As few may have noticed, I haven’t posted on the blog for quite some time. Oh, I’ve written posts. Many. But when I go to publish them, I realize that nothing written can be more important than talking about my dear friend Shelly, and her suicide.
And to be honest (TBH), music isn’t either. But I’m trying. It’s been difficult. Oh sure, we’ve had travels and fun and every day stresses that we get through, but deep in my heart there’s always the fact that my friend was in such a bad place and I didn’t even know. In fact, no one knew. Again, I don’t feel guilty, just sad. But I’d like to move on even a little bit if only a blog post does the trick for today. So, Shelly, my lovely friend; I miss you. But today we’re going to talk about music and I think you’d approve.
It is officially Birthday week! No, I don’t really do a birthday week. In fact, this will kick off a fairly quiet week where I’m trying to keep my food on track post Savannah southern cooking and Pre-Boston seafood. The hubs is in town for a few days which means I can put him to work on the grill and keep the protein high and the carbs low. In theory. I just really want bread these days. Poor me.

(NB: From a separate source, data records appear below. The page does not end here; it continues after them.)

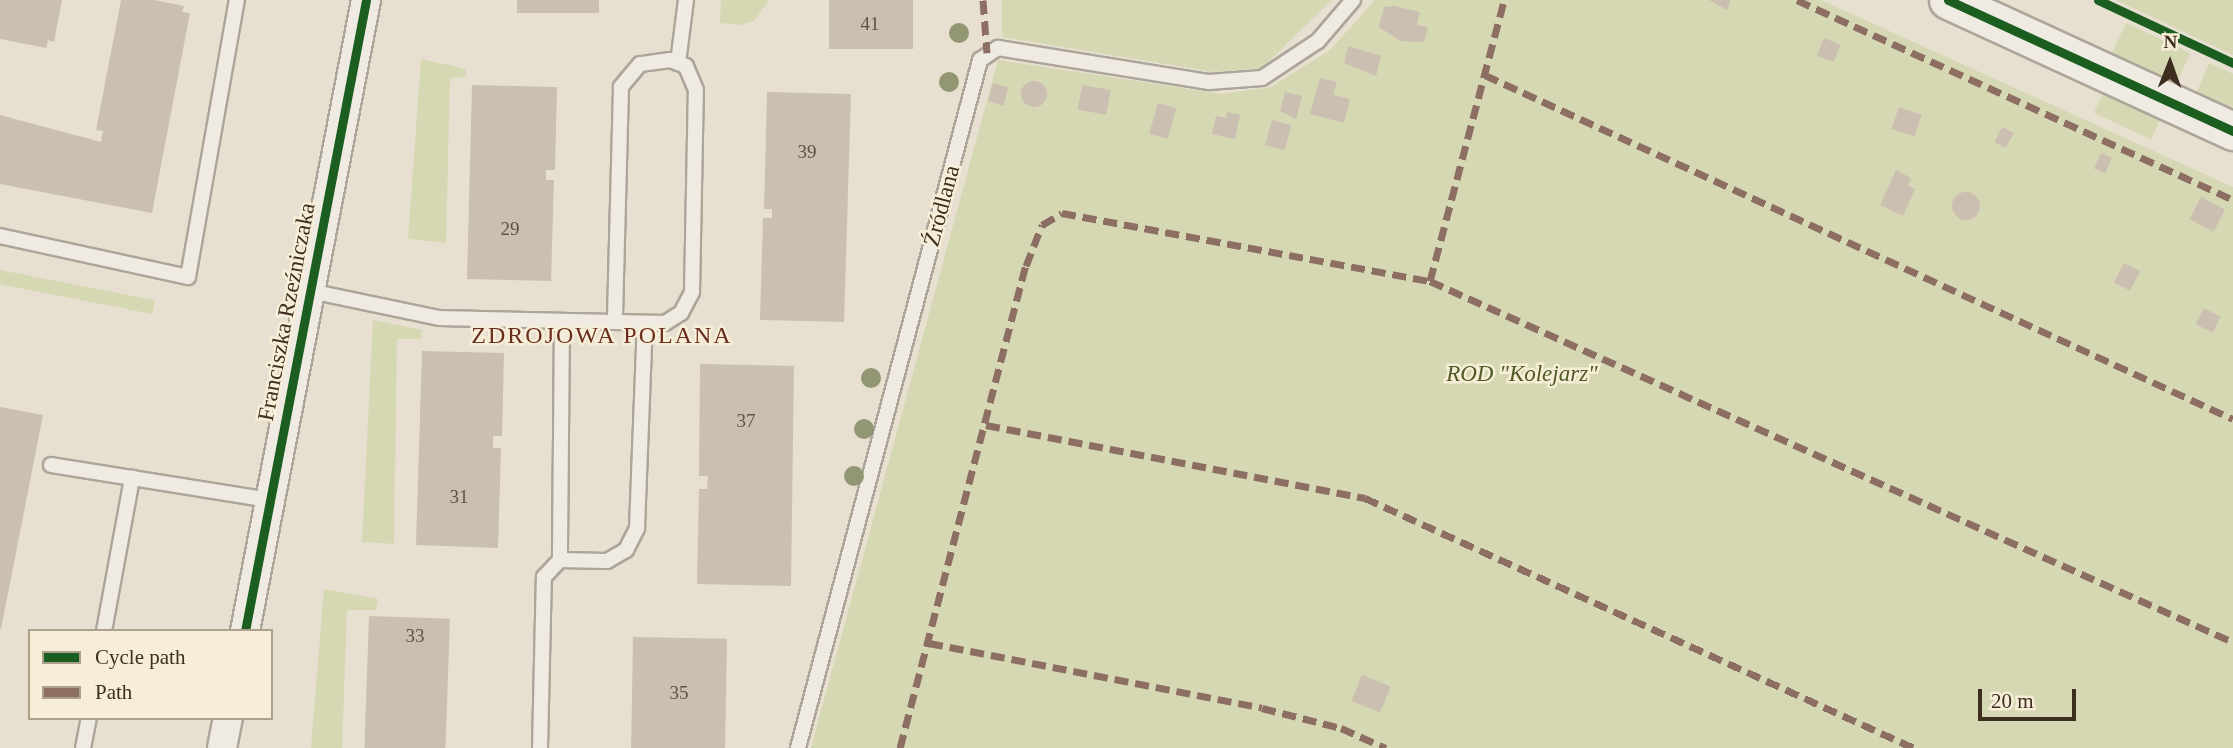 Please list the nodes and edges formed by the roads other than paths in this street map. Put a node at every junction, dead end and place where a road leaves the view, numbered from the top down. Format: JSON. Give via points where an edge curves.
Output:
{"nodes":[{"id":1,"x":237,"y":0,"type":"edge"},
{"id":2,"x":366,"y":0,"type":"edge"},
{"id":3,"x":686,"y":0,"type":"edge"},
{"id":4,"x":1353,"y":0,"type":"edge"},
{"id":5,"x":1948,"y":0,"type":"edge"},
{"id":6,"x":678,"y":63,"type":"junction"},
{"id":7,"x":2233,"y":131,"type":"edge"},
{"id":8,"x":0,"y":236,"type":"edge"},
{"id":9,"x":310,"y":291,"type":"junction"},
{"id":10,"x":562,"y":321,"type":"junction"},
{"id":11,"x":615,"y":322,"type":"junction"},
{"id":12,"x":646,"y":323,"type":"junction"},
{"id":13,"x":51,"y":465,"type":"dead end"},
{"id":14,"x":132,"y":478,"type":"junction"},
{"id":15,"x":270,"y":500,"type":"junction"},
{"id":16,"x":560,"y":560,"type":"junction"},
{"id":17,"x":104,"y":629,"type":"edge"},
{"id":18,"x":245,"y":629,"type":"edge"},
{"id":19,"x":89,"y":720,"type":"edge"},
{"id":20,"x":228,"y":720,"type":"edge"},
{"id":21,"x":83,"y":748,"type":"edge"},
{"id":22,"x":222,"y":748,"type":"edge"},
{"id":23,"x":540,"y":748,"type":"edge"},
{"id":24,"x":798,"y":748,"type":"edge"}],
"edges":[{"from":1,"to":8,"type":"lane","via":[[188,277]]},
{"from":2,"to":9,"type":"street","name":"Franciszka Rzeźniczaka"},
{"from":3,"to":6,"type":"lane"},
{"from":4,"to":24,"type":"lane","name":"Źródlana","via":[[1318,41],[1262,78],[1209,82],[998,48],[980,60]]},
{"from":5,"to":7,"type":"street"},
{"from":6,"to":11,"type":"lane","via":[[640,64],[621,87]]},
{"from":6,"to":12,"type":"lane","via":[[694,75],[696,90],[692,292],[681,313],[665,323]]},
{"from":9,"to":10,"type":"lane","via":[[439,318]]},
{"from":9,"to":15,"type":"street","name":"Franciszka Rzeźniczaka"},
{"from":10,"to":11,"type":"lane"},
{"from":10,"to":16,"type":"lane"},
{"from":11,"to":12,"type":"lane"},
{"from":12,"to":16,"type":"lane","via":[[636,528],[626,550],[607,561]]},
{"from":13,"to":14,"type":"lane"},
{"from":14,"to":15,"type":"lane"},
{"from":14,"to":17,"type":"lane"},
{"from":15,"to":18,"type":"street","name":"Franciszka Rzeźniczaka"},
{"from":16,"to":23,"type":"lane","via":[[544,577]]},
{"from":19,"to":21,"type":"lane"},
{"from":20,"to":22,"type":"street"}]}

However, to kick off birthday week, I thought about music and what it has meant to me in my life. See, music has seen me through dark days. It has brought more joy to happy days. It can quickly transport me to a past event and make me write down a current song that speaks to me. I love it. I’m very fortunate that I lived in a world where music was appreciated. Well, not all. Pastor John never was a fan of Prince. But that’s just, like, his opinion man.
1973
I was 6. My brother was 8 and this song was on the radio more times each day than the shortened version of Jane Says on Classic rock stations these days. It was my introduction into Rock. And to this day, it remains one of my favorite. Also, men were manly in the 70’s. Sucks to be you Millennials.
1978
I was 11 and Oooooooo, these girls could sing. See, this was the age where I realized I couldn’t. And if the good Lord came down and sat at my kitchen table right this moment and said, Well Jules what is the one thing you really want in life? I’d be hard pressed not to tell Him to give me the gift of song rather than, ya know, no more cancer or shit like that. I had the 45 of this song and outplayed it. Srsly. Kudos to mother Lynda for not imposing a Pointer Sisters embargo in the home. You can add Donna Summer, Olivia Newton-John, really any woman with a strong, kick ass voice. Those were my idols. Well, and Billie Jean King. Anyways.

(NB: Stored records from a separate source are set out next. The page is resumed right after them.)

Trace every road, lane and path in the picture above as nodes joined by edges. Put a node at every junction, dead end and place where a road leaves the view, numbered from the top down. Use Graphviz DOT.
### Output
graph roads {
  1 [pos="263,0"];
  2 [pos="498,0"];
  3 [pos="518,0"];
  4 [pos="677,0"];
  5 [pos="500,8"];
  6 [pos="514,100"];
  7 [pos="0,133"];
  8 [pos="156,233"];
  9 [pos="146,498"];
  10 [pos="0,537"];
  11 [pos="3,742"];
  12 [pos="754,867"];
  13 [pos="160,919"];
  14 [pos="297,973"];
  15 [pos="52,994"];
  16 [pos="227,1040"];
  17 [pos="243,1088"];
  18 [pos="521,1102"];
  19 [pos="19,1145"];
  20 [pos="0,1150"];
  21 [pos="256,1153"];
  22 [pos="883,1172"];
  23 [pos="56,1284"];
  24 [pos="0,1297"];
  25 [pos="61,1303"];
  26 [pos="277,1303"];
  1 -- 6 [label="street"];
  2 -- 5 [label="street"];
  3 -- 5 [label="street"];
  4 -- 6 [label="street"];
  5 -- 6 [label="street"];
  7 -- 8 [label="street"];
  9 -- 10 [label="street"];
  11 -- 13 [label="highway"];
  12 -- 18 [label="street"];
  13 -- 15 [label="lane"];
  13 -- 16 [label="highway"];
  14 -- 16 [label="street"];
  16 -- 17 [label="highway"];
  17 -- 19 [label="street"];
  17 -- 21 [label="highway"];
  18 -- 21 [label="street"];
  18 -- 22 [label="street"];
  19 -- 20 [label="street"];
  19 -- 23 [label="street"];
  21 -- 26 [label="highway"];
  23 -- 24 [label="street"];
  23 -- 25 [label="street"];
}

Speaking of kick ass chicks…
1980
Who, other than Blondie, could make teenage girls across the country want to become platinum blonde Playboy centerfold punk rock singers? Especially us suburban girls. Give us a little edge and we’ll do the rest (I also went through a brief Chrissie Hynde stage in college. Tons of black eye shit and never combed my hair.) It was glorious. Still couldn’t sing though. That sucked.
1984
Basically, all things Prince. Look, I don’t know how this played out in other parts of the country but Prince was a Minneapolis boy; therefore; he was ours. Heh. He was talented A.F. and freaky and when his shit hit, it hit hard. Of course now the rest of the country (maybe even Pastor John) understands the depths of his talent but back then he changed music and brought my age group out of High School and into the college years; aka, adulthood (no, not adulting. Growing up is a noun, not a fucking verb. FOK!)
That’s it. My childhood in a nutshell. The first 18 years summed up with Rock; Soul; Punk, and Prince (yes, he gets his own distinction.) I’ve written enough about how I didn’t have the Disney childhood; but I tell ya what, looking back at it through music actually makes it pretty fucking cool. I’ll take it.
Nature give you the face you have at twenty; it is up to you to merit the face you have at fifty.
Coco Chanel
I’m sorry to hear about your friend. Suicide has taken a few friends from me over the years. I enjoy your writing, and I sincerely hope that it is cathartic putting your thoughts on “paper.”